S.B.: "Die Entwicklung dauerte über sechs Monate. Zur Games Convention hatten wir bereits nahezu alle wichtigen Komponenten des Spiels fertig. Also Grafiken, Dialoge oder Rätseldesign. Der letzte und zugleich aufregendste Schritt, alle Puzzleteile zu einem großen Ganzen zu verbinden, war für die Zeit nach der Games Convention eingeplant, weshalb ihr damals noch nichts Spielbares gesehen habt."

A-T: "Welcher Aspekt wurde am stärksten vom Zeitdruck beeinflusst?"

S.B.: "Dank unseres erfahrenen Projektmanagements sind wir nie so stark unter Zeitdruck geraten, dass wir einen Teilbereich hätten vernachlässigen müssen. Wir konnten Tell also wie geplant fertigstellen."

A-T: "Vermutlich ist Tell auch kürzer als Everlight. Wie schätzt du die Spiellänge im Verhältnis zu Everlight ein."

S.B.: "TELL war von Anfang an als attraktiver Midprice-Titel für Casual Gamer geplant, weshalb ein Vergleich mit einer großen und deutlich teureren Produktion wie Everlight schwer möglich ist. Adventure-Cracks werden sicherlich schneller auf die Lösung kommen als Gelegenheitsspieler. Bei letzteren gehen wir von einer Spielzeit von wenigstens 5 Stunden aus."

A-T: "Wie wurden die Animationen realisiert, Keyframe- oder Motioncapture-Animation?"

S.B.: "Die Bewegungsabläufe wurden mittels Motion Capturing ins Spiel übertragen."

A-T: "Habt ihr als Sprecher auch die entsprechenden Schauspieler gewinnen können?"

S.B.: "Wenn wir gewollt hätten, sicherlich. Aus Erfahrung haben wir aber bereits vor Entwicklungsbeginn entschieden, darauf zu verzichten. Es ist illusorisch, so gefragte Schauspieler wie Axel Stein, Christian Tramitz oder Udo Kier an denselben Tagen ins Tonstudio zu bekommen. Deshalb haben wir lieber gleich hauptberufliche Synchronsprecher engagiert."

A-T: "Everlight ist erschienen, Tell ist erschienen. Da kann man sich leicht ausmalen, dass ihr längst am nächsten Spiel sitzt. Wird es wieder ein Adventure? Kannst du schon was verraten?"

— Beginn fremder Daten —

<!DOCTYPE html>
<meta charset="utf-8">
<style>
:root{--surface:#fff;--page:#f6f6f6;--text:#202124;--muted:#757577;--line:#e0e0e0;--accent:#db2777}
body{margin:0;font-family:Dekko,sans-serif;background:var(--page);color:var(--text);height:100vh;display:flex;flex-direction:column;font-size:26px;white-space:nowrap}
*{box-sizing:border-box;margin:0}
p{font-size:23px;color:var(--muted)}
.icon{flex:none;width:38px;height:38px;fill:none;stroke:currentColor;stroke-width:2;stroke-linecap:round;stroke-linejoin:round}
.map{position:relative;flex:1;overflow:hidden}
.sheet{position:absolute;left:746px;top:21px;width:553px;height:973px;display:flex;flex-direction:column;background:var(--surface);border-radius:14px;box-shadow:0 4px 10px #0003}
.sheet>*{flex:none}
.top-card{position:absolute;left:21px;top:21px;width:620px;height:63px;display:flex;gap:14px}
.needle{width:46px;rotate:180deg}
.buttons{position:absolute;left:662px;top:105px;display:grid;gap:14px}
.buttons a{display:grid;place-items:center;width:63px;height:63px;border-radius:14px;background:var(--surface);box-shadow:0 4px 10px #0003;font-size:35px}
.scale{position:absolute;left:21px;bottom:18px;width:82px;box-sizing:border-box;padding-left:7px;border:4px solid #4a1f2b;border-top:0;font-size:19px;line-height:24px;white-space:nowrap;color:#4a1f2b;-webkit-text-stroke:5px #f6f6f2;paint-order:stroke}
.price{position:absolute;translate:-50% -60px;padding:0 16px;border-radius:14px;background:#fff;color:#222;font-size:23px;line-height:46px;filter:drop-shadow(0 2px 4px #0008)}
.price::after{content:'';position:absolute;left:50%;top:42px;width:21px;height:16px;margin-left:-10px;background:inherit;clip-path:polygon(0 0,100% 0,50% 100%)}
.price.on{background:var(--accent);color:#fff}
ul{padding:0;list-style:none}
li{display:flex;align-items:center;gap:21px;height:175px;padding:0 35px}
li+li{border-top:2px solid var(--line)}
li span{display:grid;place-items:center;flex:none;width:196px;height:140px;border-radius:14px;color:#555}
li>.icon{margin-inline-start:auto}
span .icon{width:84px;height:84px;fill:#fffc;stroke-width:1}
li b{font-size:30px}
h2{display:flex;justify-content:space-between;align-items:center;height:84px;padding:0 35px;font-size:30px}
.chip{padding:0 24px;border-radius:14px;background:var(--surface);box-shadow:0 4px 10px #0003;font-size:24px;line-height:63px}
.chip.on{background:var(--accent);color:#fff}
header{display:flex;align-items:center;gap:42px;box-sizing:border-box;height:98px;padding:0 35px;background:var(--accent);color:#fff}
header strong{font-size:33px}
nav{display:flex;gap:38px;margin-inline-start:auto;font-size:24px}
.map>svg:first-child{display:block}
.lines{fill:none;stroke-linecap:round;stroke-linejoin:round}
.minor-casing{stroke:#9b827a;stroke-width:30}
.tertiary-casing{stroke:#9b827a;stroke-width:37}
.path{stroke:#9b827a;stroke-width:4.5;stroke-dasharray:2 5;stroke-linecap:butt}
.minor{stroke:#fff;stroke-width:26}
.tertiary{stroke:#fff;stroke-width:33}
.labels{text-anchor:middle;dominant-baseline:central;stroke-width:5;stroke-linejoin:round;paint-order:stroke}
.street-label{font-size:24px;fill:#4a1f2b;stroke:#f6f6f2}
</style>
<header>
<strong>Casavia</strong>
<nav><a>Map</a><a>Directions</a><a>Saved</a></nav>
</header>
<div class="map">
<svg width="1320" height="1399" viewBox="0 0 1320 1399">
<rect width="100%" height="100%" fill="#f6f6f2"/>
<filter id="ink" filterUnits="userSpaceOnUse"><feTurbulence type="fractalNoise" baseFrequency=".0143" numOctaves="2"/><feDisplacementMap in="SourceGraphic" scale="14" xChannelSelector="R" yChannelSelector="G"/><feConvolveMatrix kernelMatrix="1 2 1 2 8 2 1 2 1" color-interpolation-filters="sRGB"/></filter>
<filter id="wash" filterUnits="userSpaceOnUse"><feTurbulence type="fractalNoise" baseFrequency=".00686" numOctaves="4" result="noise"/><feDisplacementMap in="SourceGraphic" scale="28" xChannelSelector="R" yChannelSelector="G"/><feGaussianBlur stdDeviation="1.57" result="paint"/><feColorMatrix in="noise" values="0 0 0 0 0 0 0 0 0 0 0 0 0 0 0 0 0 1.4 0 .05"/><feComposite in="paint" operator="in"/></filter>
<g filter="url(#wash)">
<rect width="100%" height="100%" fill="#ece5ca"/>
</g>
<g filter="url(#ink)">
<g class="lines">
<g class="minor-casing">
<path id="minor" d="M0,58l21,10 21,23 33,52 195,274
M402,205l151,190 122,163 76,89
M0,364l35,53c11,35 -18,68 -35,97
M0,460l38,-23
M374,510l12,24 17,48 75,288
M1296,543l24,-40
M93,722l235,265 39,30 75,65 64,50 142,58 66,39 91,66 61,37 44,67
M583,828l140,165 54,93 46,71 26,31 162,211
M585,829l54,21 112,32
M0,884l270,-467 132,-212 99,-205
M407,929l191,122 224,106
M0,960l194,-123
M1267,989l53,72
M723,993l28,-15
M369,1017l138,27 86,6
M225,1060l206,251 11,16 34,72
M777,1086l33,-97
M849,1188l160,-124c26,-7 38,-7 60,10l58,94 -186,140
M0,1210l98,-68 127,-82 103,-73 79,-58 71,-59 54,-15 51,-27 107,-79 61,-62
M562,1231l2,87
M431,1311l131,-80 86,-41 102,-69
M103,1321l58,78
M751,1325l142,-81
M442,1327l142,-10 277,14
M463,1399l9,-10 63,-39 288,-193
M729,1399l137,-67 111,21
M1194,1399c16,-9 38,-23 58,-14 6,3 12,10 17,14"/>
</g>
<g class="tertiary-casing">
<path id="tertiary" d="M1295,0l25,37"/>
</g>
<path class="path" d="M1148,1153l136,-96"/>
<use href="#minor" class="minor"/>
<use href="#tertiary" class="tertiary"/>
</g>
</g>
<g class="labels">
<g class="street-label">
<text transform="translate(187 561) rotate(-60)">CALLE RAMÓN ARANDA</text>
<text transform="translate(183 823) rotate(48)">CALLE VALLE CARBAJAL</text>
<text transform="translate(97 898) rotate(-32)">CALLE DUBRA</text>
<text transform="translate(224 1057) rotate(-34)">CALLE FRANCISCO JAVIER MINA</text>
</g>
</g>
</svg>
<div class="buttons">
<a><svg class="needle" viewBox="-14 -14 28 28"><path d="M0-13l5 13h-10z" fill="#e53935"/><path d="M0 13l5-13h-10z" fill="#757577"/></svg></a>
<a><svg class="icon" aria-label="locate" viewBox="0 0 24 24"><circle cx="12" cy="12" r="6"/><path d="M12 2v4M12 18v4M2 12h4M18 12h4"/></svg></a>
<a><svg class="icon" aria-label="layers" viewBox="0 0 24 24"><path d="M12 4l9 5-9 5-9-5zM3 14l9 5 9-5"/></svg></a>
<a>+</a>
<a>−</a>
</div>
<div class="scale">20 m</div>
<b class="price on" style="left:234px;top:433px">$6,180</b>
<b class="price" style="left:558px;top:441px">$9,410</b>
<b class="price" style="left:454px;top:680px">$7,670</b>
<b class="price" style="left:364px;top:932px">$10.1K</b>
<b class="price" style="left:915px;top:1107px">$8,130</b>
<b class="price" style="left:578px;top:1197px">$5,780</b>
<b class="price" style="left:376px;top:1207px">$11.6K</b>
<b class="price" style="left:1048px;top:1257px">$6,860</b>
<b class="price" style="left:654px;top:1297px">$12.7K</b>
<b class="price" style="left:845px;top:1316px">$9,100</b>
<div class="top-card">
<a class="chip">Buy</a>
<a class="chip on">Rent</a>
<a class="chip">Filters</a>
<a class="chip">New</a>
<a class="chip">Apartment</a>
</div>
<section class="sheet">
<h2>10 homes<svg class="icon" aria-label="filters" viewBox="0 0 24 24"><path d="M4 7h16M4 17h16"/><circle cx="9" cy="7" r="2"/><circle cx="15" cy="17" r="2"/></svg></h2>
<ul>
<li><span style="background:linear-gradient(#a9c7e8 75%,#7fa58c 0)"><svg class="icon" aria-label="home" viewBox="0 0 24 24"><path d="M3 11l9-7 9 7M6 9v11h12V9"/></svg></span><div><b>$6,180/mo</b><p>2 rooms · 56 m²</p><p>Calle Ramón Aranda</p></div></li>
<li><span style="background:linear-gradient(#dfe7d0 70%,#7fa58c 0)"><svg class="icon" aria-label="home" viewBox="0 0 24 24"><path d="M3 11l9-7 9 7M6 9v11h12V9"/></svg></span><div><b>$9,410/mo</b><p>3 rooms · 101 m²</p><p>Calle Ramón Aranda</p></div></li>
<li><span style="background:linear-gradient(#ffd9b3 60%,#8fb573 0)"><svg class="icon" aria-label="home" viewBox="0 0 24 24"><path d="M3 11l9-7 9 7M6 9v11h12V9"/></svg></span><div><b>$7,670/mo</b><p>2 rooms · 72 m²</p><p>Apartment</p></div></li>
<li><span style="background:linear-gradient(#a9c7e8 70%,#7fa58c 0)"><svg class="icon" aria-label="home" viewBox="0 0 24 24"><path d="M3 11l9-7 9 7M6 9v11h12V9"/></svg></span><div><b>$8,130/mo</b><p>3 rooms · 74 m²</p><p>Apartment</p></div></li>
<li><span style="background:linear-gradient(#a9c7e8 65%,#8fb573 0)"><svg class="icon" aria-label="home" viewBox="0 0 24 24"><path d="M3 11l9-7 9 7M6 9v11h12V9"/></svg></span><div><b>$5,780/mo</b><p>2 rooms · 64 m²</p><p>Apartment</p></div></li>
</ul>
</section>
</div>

S.B.: "Wie bereits Anfangs erwähnt, steckt hinter Tell ein anderes Entwicklungsteam als hinter Everlight. Ich kann dir nur so viel verraten, dass die kreativen Köpfe von Everlight bereits an einem neuen Geheimprojekt sitzen. Ob dies wieder ein Adventure wird – wartet's ab. :-) In der Vergangenheit hat Silver Style mit The Fall oder Soldiers of Anarchy ja bewiesen, dass Sie auch in anderen Genres was drauf haben."

A-T: "Vielen Dank für das Interview!"